======== Dataset entries ========

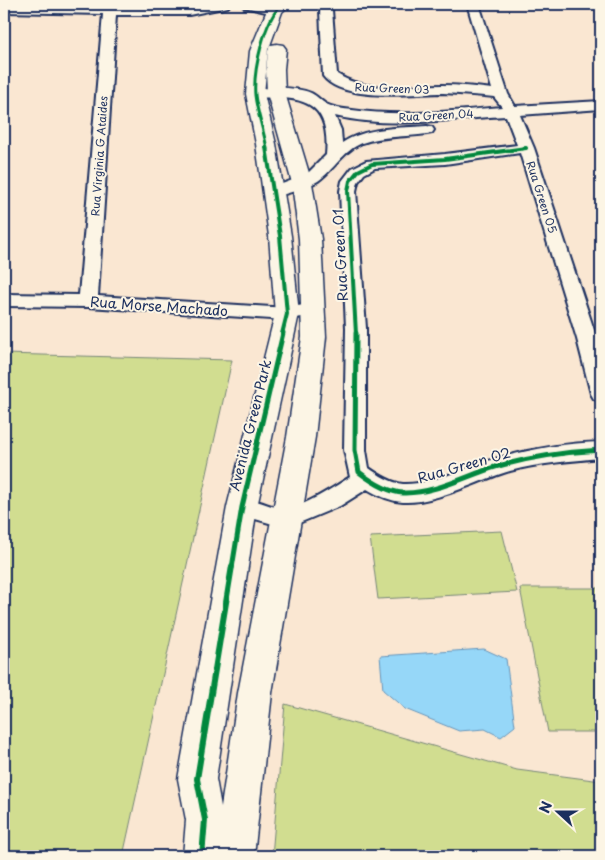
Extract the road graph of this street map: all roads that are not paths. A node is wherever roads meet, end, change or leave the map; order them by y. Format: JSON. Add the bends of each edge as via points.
{"nodes":[{"id":1,"x":224,"y":4,"type":"edge"},
{"id":2,"x":248,"y":4,"type":"edge"},
{"id":3,"x":330,"y":4,"type":"edge"},
{"id":4,"x":473,"y":4,"type":"edge"},
{"id":5,"x":286,"y":6,"type":"edge"},
{"id":6,"x":4,"y":8,"type":"edge"},
{"id":7,"x":110,"y":11,"type":"junction"},
{"id":8,"x":265,"y":94,"type":"junction"},
{"id":9,"x":501,"y":94,"type":"junction"},
{"id":10,"x":601,"y":105,"type":"edge"},
{"id":11,"x":321,"y":106,"type":"junction"},
{"id":12,"x":601,"y":115,"type":"edge"},
{"id":13,"x":513,"y":116,"type":"junction"},
{"id":14,"x":382,"y":117,"type":"junction"},
{"id":15,"x":382,"y":135,"type":"junction"},
{"id":16,"x":526,"y":148,"type":"junction"},
{"id":17,"x":334,"y":156,"type":"junction"},
{"id":18,"x":302,"y":183,"type":"junction"},
{"id":19,"x":272,"y":193,"type":"junction"},
{"id":20,"x":4,"y":300,"type":"edge"},
{"id":21,"x":88,"y":301,"type":"junction"},
{"id":22,"x":314,"y":309,"type":"junction"},
{"id":23,"x":287,"y":314,"type":"junction"},
{"id":24,"x":601,"y":394,"type":"edge"},
{"id":25,"x":601,"y":450,"type":"edge"},
{"id":26,"x":366,"y":478,"type":"junction"},
{"id":27,"x":242,"y":507,"type":"junction"},
{"id":28,"x":286,"y":519,"type":"junction"},
{"id":29,"x":202,"y":856,"type":"edge"},
{"id":30,"x":234,"y":856,"type":"edge"}],
"edges":[{"from":1,"to":7,"type":"street","via":[[189,11]]},
{"from":2,"to":5,"type":"street"},
{"from":3,"to":9,"type":"street","name":"Rua Green 03","via":[[326,10],[330,76],[337,83],[364,89]]},
{"from":4,"to":9,"type":"street","name":"Rua Green 05"},
{"from":5,"to":8,"type":"street","name":"Avenida Green Park","via":[[259,51]]},
{"from":6,"to":7,"type":"street"},
{"from":7,"to":21,"type":"street","name":"Rua Virginia G Ataides"},
{"from":8,"to":11,"type":"street","name":"Rua Green 04","via":[[304,96]]},
{"from":8,"to":18,"type":"street","name":"Avenida Green Park"},
{"from":8,"to":19,"type":"street","name":"Avenida Green Park","via":[[266,144]]},
{"from":9,"to":13,"type":"street","name":"Rua Green 05"},
{"from":10,"to":13,"type":"street","name":"Rua Green 04"},
{"from":11,"to":14,"type":"street","name":"Rua Green 04"},
{"from":11,"to":17,"type":"street","via":[[334,126]]},
{"from":12,"to":13,"type":"street","name":"Rua Green 04"},
{"from":13,"to":14,"type":"street","name":"Rua Green 04"},
{"from":13,"to":15,"type":"street","name":"Rua Green 04"},
{"from":13,"to":16,"type":"street","name":"Rua Green 05"},
{"from":14,"to":15,"type":"street"},
{"from":15,"to":17,"type":"street","name":"Rua Green 04","via":[[356,140]]},
{"from":16,"to":24,"type":"street","name":"Rua Green 05","via":[[587,339]]},
{"from":16,"to":26,"type":"street","name":"Rua Green 01","via":[[372,164],[358,171],[350,181],[356,328],[355,450],[359,472]]},
{"from":17,"to":18,"type":"street","name":"Rua Green 04","via":[[312,178]]},
{"from":18,"to":19,"type":"street","name":"Rua Green 04"},
{"from":18,"to":22,"type":"street","name":"Avenida Green Park","via":[[310,239]]},
{"from":19,"to":23,"type":"street","name":"Avenida Green Park","via":[[280,236]]},
{"from":20,"to":21,"type":"street","name":"Rua Morse Machado"},
{"from":21,"to":23,"type":"street","name":"Rua Morse Machado"},
{"from":22,"to":23,"type":"street","name":"Rua Morse Machado"},
{"from":22,"to":28,"type":"street","name":"Avenida Green Park","via":[[314,337],[301,437]]},
{"from":23,"to":27,"type":"street","name":"Avenida Green Park"},
{"from":25,"to":26,"type":"street","name":"Rua Green 02","via":[[561,452],[497,466],[429,489],[403,493],[376,485]]},
{"from":26,"to":28,"type":"street","via":[[332,500]]},
{"from":27,"to":28,"type":"street"},
{"from":27,"to":29,"type":"street","name":"Avenida Green Park","via":[[197,779],[205,820]]},
{"from":28,"to":30,"type":"street","name":"Avenida Green Park","via":[[255,693]]}]}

========

Figure out how many lines above hold "Avenida", then give that number alone.

> _Response to the exercise_
9